Em12c Cloud Control Features
The following are some of the features available with the EM12 Cloud Control monitoring solution to provide the capabilities as mentioned not available from the basic Enterprise Manager Fusion Middleware Control.
- Service Management:
- Service Definition: Defining a service as it relates to a business function. Modeling services from end-to-end with aggregate services.
- Service tests: Web traffic, SOAP, Restful, LDAP, SQL, ping etc. to determine end-user service and system level availabilities and performance.
- System monitoring. Monitoring a group of targets that represent a system that is intended to provide a specific business function.
- Service level agreements (SLAs) with monitoring and reporting for optimization.
- Performance monitoring
- Defining thresholds for status, performance and alerts
- Out-of-the-box and custom available metrics
- Real-time and historical metric reporting with target comparison
- Dashboard views that can be personalized.

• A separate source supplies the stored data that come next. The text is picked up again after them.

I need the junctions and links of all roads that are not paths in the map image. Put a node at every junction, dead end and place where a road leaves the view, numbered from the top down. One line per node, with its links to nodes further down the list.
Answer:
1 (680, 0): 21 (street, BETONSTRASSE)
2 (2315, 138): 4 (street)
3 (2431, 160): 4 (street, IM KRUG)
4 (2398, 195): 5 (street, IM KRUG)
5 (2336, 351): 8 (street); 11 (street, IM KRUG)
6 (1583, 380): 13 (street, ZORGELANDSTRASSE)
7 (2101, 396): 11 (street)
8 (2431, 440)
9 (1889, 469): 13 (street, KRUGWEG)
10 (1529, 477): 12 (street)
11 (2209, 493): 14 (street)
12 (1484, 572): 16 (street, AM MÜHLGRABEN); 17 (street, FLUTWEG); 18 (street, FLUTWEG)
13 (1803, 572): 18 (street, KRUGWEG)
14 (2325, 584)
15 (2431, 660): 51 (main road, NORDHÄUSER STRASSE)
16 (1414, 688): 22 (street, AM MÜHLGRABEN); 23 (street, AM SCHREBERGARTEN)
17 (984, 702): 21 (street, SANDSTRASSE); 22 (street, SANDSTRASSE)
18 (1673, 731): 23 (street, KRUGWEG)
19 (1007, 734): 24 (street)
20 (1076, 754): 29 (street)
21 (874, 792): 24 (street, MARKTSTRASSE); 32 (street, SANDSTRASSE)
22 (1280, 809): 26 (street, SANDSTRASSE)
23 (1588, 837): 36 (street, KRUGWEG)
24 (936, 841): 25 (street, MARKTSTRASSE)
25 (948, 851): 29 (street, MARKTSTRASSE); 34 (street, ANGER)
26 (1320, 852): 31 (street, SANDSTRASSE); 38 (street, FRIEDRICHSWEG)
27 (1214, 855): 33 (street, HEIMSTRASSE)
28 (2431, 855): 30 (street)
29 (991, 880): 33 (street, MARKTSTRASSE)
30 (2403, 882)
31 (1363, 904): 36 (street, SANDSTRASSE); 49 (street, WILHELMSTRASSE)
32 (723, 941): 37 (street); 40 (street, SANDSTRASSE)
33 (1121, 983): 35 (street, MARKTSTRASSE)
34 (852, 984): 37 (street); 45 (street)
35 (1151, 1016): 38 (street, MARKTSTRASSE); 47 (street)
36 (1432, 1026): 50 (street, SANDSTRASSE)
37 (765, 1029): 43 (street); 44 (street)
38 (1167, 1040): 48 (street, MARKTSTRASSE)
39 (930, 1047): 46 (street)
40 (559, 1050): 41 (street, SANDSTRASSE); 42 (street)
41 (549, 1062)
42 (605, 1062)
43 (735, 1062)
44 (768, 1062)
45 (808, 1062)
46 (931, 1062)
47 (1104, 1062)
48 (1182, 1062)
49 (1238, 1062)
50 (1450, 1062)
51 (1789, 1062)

- Service level agreement monitoring
- Incident reporting based on availability and performance threshold crossing, escalation and tracking from open to closure. Can also be used to track SLAs.
- System and service topology modeling tool for viewing dependencies. Can help with performance and service level optimization and root cause analysis.
- Oracle database availability and performance monitoring:
- Throughput transaction metrics on reads, write and commits
- DB wait time analysis
- View top SQL and their CPU consumption by SQL ID.
- DBA task assistance:
- Active Data Guard and standby Management
- RMAN backup scheduling
- Log and audit monitoring
- Multi-Domain management: Production, Test, Development with RBAC rules. All domains from one console.
- Automated discovery of Identity Management and fusion middleware Components
- Plug-ins from 3rd party and developer tools with Jython scripting support to extend service tests, metrics etc.
- Log pattern matching that can be used as a customizable alerting mechanism and performance tool.
- Track and compare configurations for diagnostics purposes.
- Automated patch deployment and management.
- Integration of the system with My Oracle Support
As a final note and why it is referred to as EM12 Cloud Control
One of the advanced uses of Oracle Enterprise Manager 12c is being able to manage multiple phases of the cloud lifecycle—such as the planning, set up, build, deployment, monitoring, metering/chargeback, and optimization of the cloud. With its comprehensive management capabilities for clouds, Oracle Enterprise Manager 12c enables rapid deployment and end-to-end monitoring of infrastructure as a service (IaaS), platform as a service (PaaS)—including database as a service (DBaaS), schema as a service (Schema-aaS), and middleware as a service (MWaaS).